Le baron se rappela en ce moment que le Diable lui avait dit que sa fortune lui avait été rendue, et certes, s’il eût été seul, il l’eût appelé pour lui faire une querelle. Mais Barnet reprit presque aussitôt :

— Comme ce n’est pas l’instant de vous parler d’affaires fort embrouillées, dites-moi pourquoi vous ne vous êtes pas fait transporter à votre hôtel, où je ne m’étonne plus de ne pas vous avoir rencontré.

— Si vous avez été chez moi, vous avez dû le deviner, car vous avez vu Caroline, sans doute ?

— Pas le moins du monde, repartit Barnet d’un ton aigre ; elle m’a fait répondre par une grande fille, assez impertinente, qu’elle n’était pas visible.

— Excusez-la, dit Luizzi : le jour d’un mariage, une femme a tant à faire !

— Quoi ! s’écria Barnet avec éclat, elle se marie ?

— À l’heure qu’il est, dit Luizzi en jetant les yeux sur la pendule, ce doit être une affaire faite.

— Et vous l’avez mariée à M. Henri Donezau ? s’écria encore Barnet, en accentuant chaque syllabe avec étonnement et colère.

— Oui vraiment, répondit Luizzi.

— Ah ! mon Dieu ! je suis arrivé trop tard.

— Qu’est-ce donc ? s’écria Luizzi en sel levant sur son séant. Ce M. Donezau m’aurait-il trompé ?… Il est peut-être temps encore…

Gustave ouvrit la porte et entra, suivi de Henri et de Caroline, qui se précipita avec des cris sur le lit de son frère.

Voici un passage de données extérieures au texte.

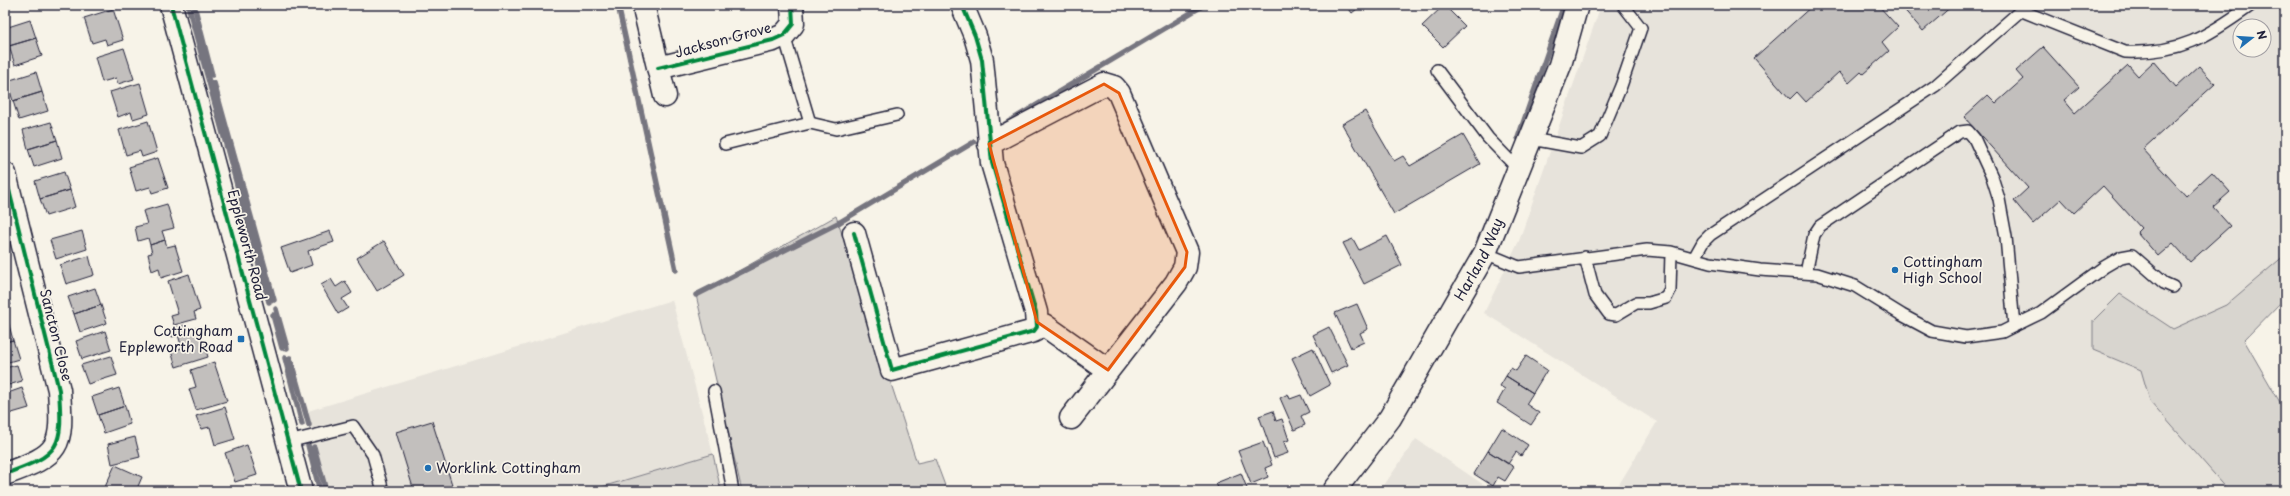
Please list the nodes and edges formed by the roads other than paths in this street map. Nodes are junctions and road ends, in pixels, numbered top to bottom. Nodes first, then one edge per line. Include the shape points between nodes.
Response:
1 (171, 5) edge
2 (792, 5) edge
3 (962, 5) edge
4 (1577, 5) edge
5 (1623, 5) edge
6 (2250, 6) dead end
7 (2024, 8) edge
8 (644, 13) dead end
9 (784, 35) junction
10 (658, 68) junction
11 (1436, 70) dead end
12 (665, 96) dead end
13 (897, 115) dead end
14 (810, 123) junction
15 (1531, 140) junction
16 (725, 144) dead end
17 (989, 144) junction
18 (1519, 170) junction
19 (5, 174) edge
20 (854, 233) dead end
21 (1670, 252) junction
22 (1485, 253) junction
23 (1585, 257) junction
24 (1694, 258) junction
25 (1806, 273) junction
26 (2173, 287) dead end
27 (1037, 322) junction
28 (2014, 326) junction
29 (1108, 370) junction
30 (714, 391) dead end
31 (1071, 418) dead end
32 (288, 442) junction
33 (5, 474) edge
34 (301, 491) edge
35 (383, 491) edge
36 (733, 491) edge
37 (1334, 491) edge

1 - 32 street, Eppleworth Road
2 - 9 street, Jackson Grove via 793,24
3 - 17 street via 982,60
4 - 15 street, Harland Way via 1560,65
5 - 15 lane via 1641,28 1600,136 1581,148
6 - 7 lane via 2199,40 2162,51 2142,53 2125,52
7 - 24 lane via 1935,86 1710,235
8 - 10 street, Jackson Grove
9 - 10 street, Jackson Grove via 773,40
9 - 14 lane
10 - 12 street, Jackson Grove
11 - 18 lane via 1488,138
13 - 14 lane via 836,129
14 - 16 lane
15 - 18 street, Harland Way
17 - 27 street via 992,163
17 - 29 street via 1104,84 1114,87 1120,93 1187,252 1185,267 1176,283
18 - 22 street, Harland Way
19 - 33 street, Sancton Close via 59,390 62,426 54,449 36,463
20 - 27 street via 892,370 1034,331
21 - 23 lane via 1647,250
21 - 23 lane via 1670,290 1666,298 1629,306 1616,315 1609,314 1595,294
21 - 24 lane
22 - 23 lane via 1519,267
22 - 37 street, Harland Way via 1390,418
24 - 25 lane via 1760,270
25 - 28 lane via 1855,286 1932,331 1966,337 2002,332
25 - 28 lane via 1814,235 1820,226 1960,132 1968,132 1974,138 1999,199 2006,237
26 - 28 lane via 2164,283 2132,255 2126,255 2104,267 2041,313
27 - 29 street
29 - 31 street
30 - 36 lane
32 - 34 street, Eppleworth Road
32 - 35 lane via 353,426 373,455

— Ce n’est rien, ma bonne sœur, moins que rien… calmez-vous… dit Luizzi.

— Vous m’aviez promis d’être courageuse, dit Gustave, ne vous effrayez pas ainsi. Songez que le médecin a déclaré qu’une émotion un peu vive serait dangereuse pour le baron, et que vous pouvez le rendre plus malade qu’il ne l’est véritablement.

— Je me tais, je me tais, répondit Caroline en essuyant ses larmes ; mais il ne peut rester ici, il faut qu’il rentre à l’hôtel…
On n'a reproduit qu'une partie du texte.